-- WHAT IS BEING ASKED --
Search the data for the string "street", and report each line where it is found.

Collected data entries:
· · · · · · ·

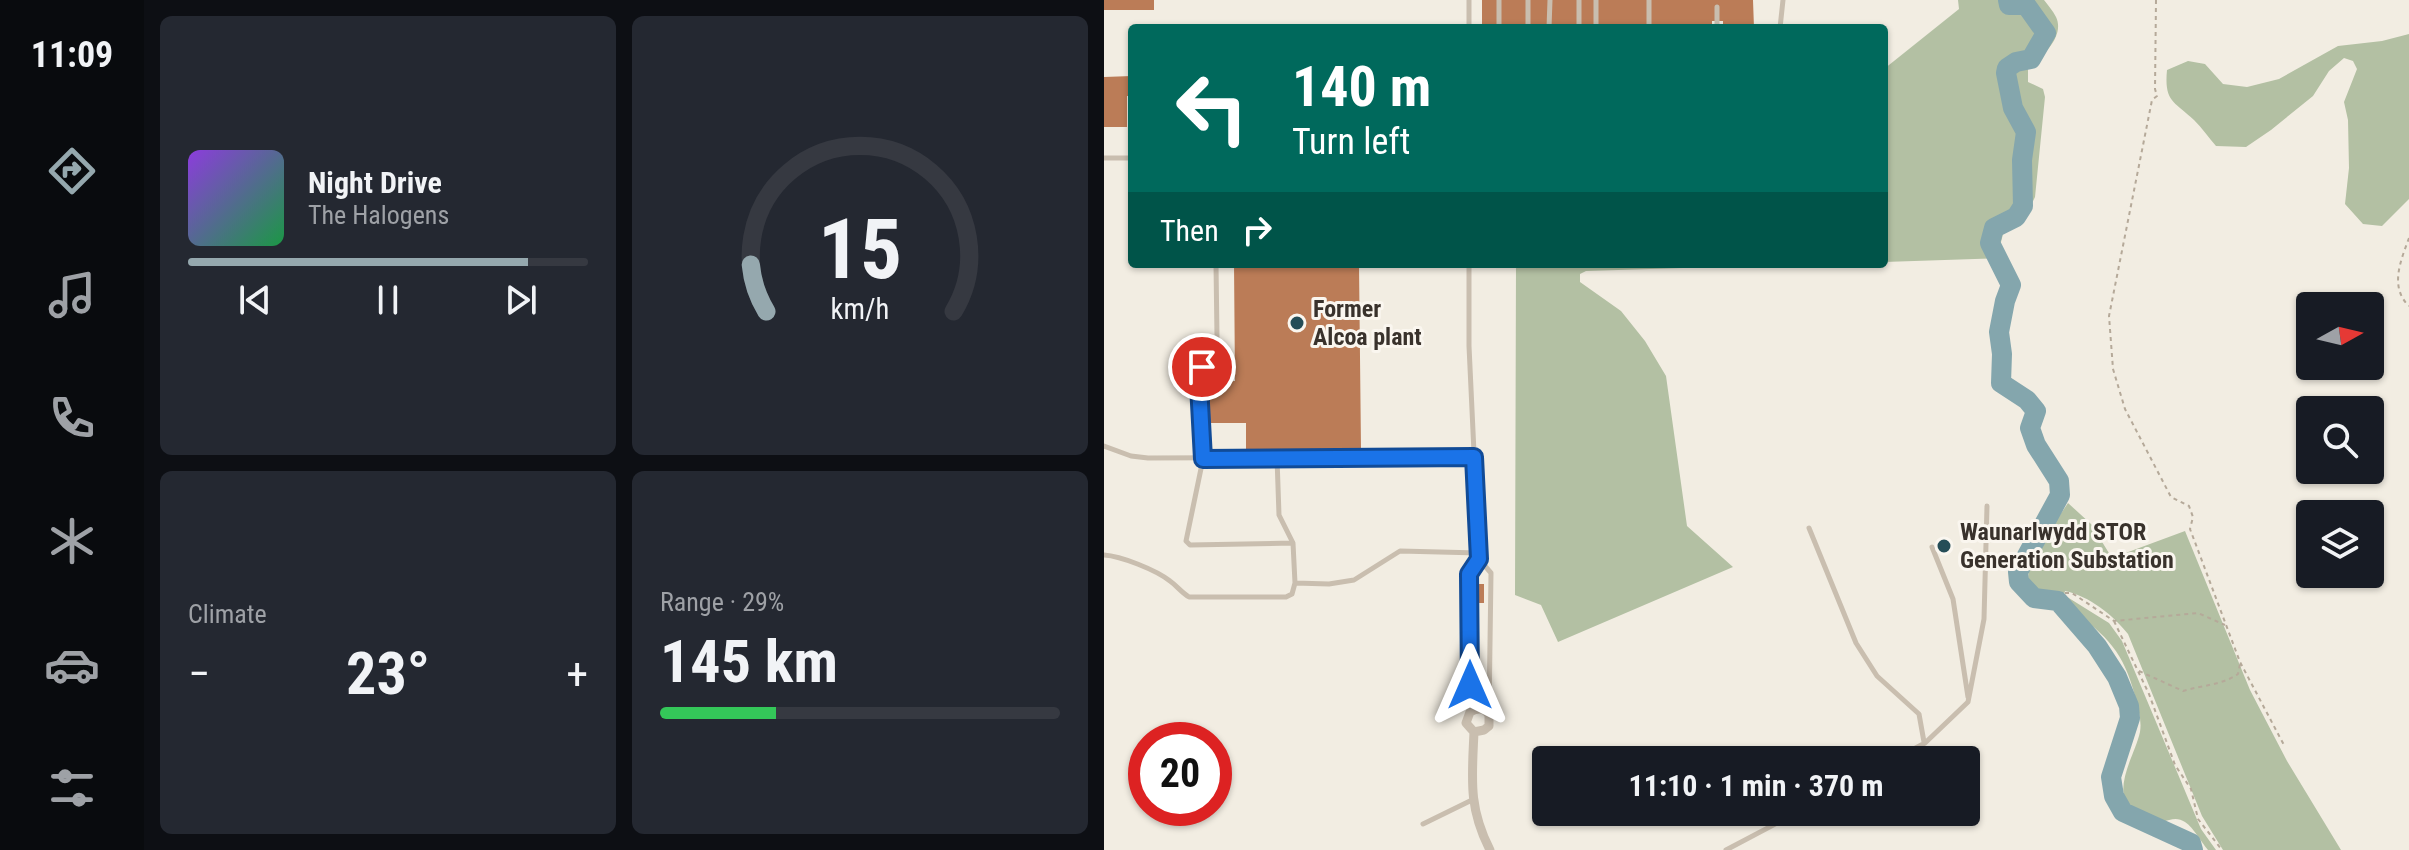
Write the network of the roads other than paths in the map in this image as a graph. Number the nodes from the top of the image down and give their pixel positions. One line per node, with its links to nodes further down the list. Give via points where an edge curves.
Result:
1 (1469, 0): 10 (lane)
2 (1499, 0): 11 (lane)
3 (1528, 0): 12 (lane)
4 (1550, 0): 13 (lane)
5 (1579, 0): 14 (lane)
6 (1596, 0): 15 (lane)
7 (1649, 0): 16 (lane)
8 (1783, 0): 18 (lane)
9 (1717, 7): 17 (lane)
10 (1469, 24)
11 (1499, 24)
12 (1528, 24)
13 (1549, 24)
14 (1579, 24)
15 (1596, 24)
16 (1649, 24)
17 (1717, 24)
18 (1780, 24)
19 (1104, 158): 20 (lane)
20 (1128, 158)
21 (1216, 268): 26 (lane, via 1217,337 1199,385)
22 (1469, 268): 24 (lane)
23 (1104, 446): 26 (lane, via 1131,456)
24 (1474, 457): 25 (lane); 32 (lane)
25 (1277, 458): 26 (lane); 29 (lane, via 1279,515)
26 (1203, 459): 29 (lane, via 1186,535 1190,545)
27 (1987, 506): 34 (lane, via 1984,619)
28 (1809, 528): 38 (lane, via 1856,643 1877,676 1919,714)
29 (1293, 543): 33 (lane)
30 (1932, 547): 34 (lane, via 1953,599)
31 (1104, 555): 33 (lane, via 1138,566 1201,599 1286,597)
32 (1479, 556): 33 (lane, via 1400,551 1354,580); 35 (lane, via 1469,574); 36 (lane, via 1491,573)
33 (1295, 583)
34 (1968, 702): 38 (lane)
35 (1470, 712): 36 (street, via 1481,709); 37 (street, via 1466,723)
36 (1489, 715): 37 (street, via 1486,729)
37 (1474, 732): 40 (street)
38 (1925, 743): 39 (lane)
39 (1919, 746)
40 (1472, 800): 41 (lane); 43 (street)
41 (1423, 824)
42 (1771, 826): 44 (lane)
43 (1490, 850)
44 (1726, 850)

· · · · · · ·

-- PROBLEM SOLUTION --
35 (1470, 712): 36 (street, via 1481,709); 37 (street, via 1466,723)
36 (1489, 715): 37 (street, via 1486,729)
37 (1474, 732): 40 (street)
40 (1472, 800): 41 (lane); 43 (street)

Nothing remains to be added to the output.